** Task to carry out **
Every line of the following records that includes "Попова" should be copied.

** Stored data **
┄┄┄┄┄┄
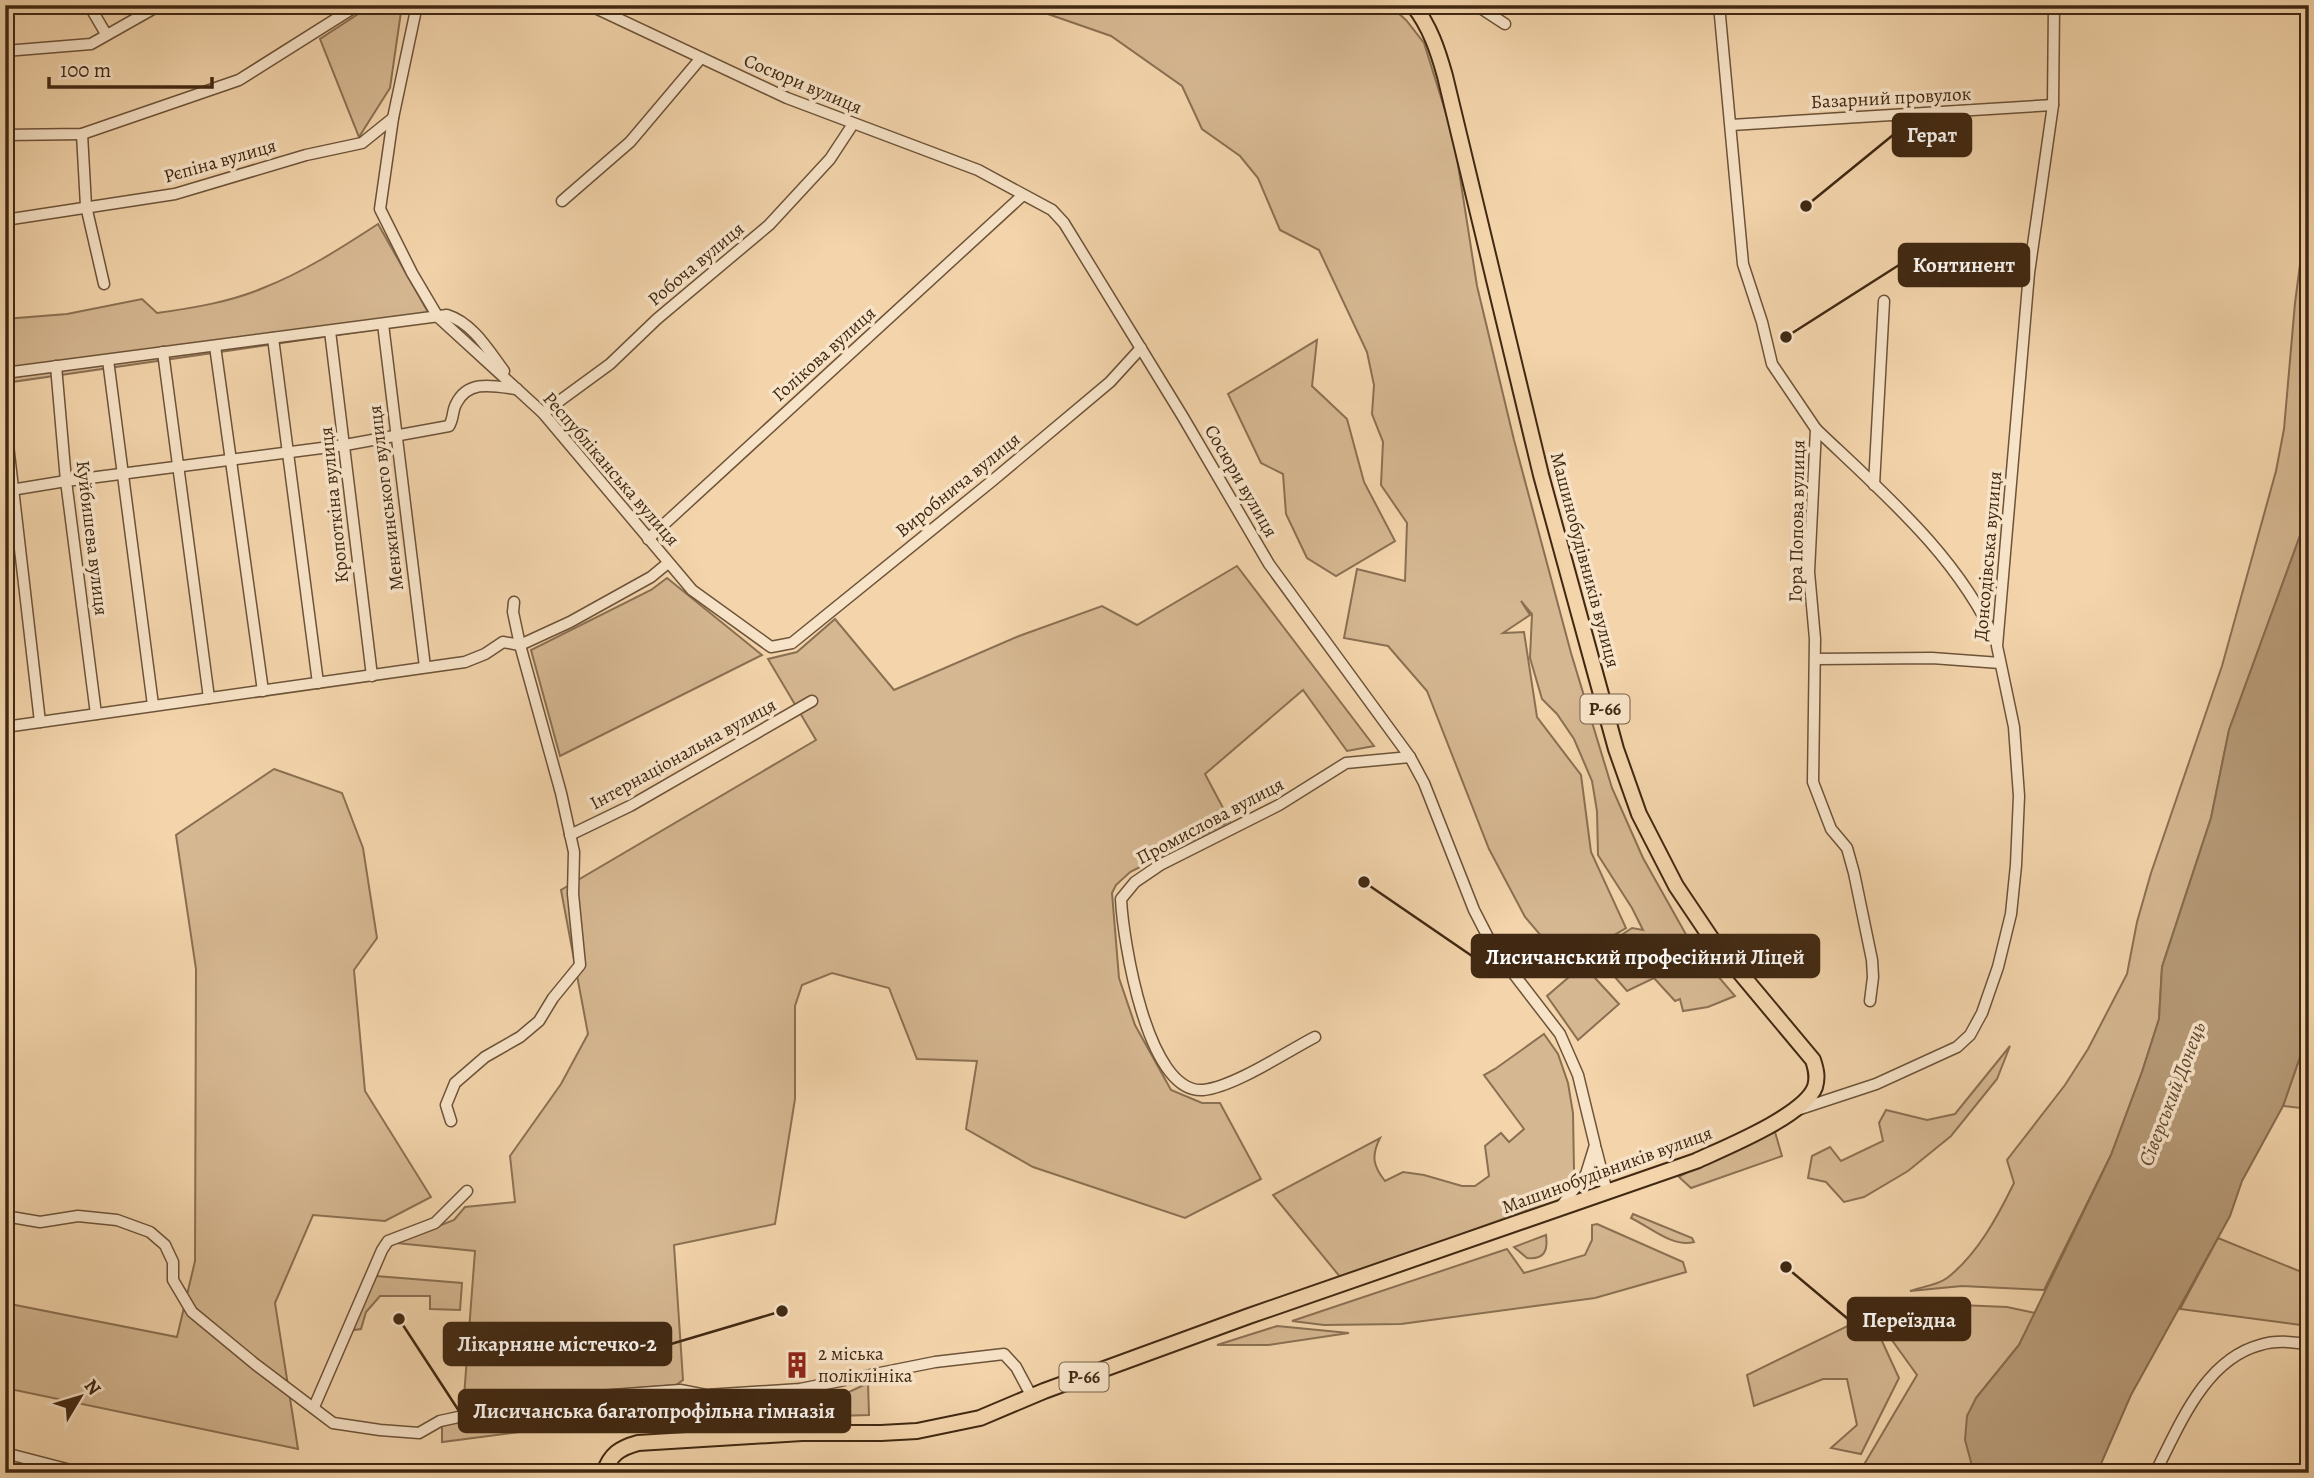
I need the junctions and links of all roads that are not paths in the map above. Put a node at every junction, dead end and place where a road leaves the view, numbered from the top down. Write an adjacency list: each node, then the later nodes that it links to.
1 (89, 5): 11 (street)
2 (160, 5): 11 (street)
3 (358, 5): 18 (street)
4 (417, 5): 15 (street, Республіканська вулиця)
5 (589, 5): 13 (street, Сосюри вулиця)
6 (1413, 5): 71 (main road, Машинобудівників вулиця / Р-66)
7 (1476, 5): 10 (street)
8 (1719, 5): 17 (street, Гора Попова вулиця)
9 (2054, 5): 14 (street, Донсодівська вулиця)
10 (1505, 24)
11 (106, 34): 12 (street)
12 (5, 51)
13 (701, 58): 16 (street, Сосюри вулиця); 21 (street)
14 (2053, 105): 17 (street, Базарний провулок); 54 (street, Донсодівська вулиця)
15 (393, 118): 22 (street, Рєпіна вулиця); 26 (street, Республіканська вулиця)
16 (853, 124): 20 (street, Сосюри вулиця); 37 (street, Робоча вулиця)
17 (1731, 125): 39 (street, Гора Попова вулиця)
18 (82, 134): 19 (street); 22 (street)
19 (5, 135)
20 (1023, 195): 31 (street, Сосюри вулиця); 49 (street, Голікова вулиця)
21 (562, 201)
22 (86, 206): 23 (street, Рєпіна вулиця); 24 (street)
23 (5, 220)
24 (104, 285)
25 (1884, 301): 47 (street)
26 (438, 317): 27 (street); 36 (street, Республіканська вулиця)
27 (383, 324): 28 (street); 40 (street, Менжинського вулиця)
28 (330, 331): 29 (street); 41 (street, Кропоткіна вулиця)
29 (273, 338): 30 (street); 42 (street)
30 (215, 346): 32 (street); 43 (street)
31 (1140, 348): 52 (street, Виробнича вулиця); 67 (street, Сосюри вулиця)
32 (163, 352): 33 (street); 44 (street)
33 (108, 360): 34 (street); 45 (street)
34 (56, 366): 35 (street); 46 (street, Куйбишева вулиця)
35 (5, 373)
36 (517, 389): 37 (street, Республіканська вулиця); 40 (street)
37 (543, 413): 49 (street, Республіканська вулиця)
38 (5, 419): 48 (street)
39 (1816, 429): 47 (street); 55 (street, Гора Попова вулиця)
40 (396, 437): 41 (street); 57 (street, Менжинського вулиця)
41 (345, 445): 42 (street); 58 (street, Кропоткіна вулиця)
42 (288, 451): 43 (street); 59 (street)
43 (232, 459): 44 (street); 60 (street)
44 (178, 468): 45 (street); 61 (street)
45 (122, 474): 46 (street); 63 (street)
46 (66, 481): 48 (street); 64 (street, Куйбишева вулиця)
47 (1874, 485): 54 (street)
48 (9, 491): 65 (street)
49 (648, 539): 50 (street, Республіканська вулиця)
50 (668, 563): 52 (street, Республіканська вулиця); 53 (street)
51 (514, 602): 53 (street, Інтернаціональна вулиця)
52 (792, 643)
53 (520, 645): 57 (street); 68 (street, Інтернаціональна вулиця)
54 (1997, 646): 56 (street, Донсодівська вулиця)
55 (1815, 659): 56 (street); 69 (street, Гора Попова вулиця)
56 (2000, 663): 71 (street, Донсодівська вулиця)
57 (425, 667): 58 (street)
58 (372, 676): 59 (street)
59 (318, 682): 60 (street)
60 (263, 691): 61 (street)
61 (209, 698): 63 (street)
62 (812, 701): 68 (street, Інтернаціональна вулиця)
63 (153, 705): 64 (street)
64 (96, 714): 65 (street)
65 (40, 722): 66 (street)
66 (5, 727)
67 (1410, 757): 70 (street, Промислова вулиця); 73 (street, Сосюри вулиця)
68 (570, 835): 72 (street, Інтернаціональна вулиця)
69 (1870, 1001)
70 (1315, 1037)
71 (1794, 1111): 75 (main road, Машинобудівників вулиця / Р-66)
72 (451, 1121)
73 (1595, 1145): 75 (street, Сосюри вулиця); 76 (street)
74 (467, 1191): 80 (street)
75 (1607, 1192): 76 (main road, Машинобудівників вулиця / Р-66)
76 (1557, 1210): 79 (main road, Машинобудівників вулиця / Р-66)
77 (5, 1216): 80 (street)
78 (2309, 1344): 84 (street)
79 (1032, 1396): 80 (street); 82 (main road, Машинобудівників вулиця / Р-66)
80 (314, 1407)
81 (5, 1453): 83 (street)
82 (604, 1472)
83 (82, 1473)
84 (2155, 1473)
┄┄┄┄┄┄
** Exercise response **
8 (1719, 5): 17 (street, Гора Попова вулиця)
17 (1731, 125): 39 (street, Гора Попова вулиця)
39 (1816, 429): 47 (street); 55 (street, Гора Попова вулиця)
55 (1815, 659): 56 (street); 69 (street, Гора Попова вулиця)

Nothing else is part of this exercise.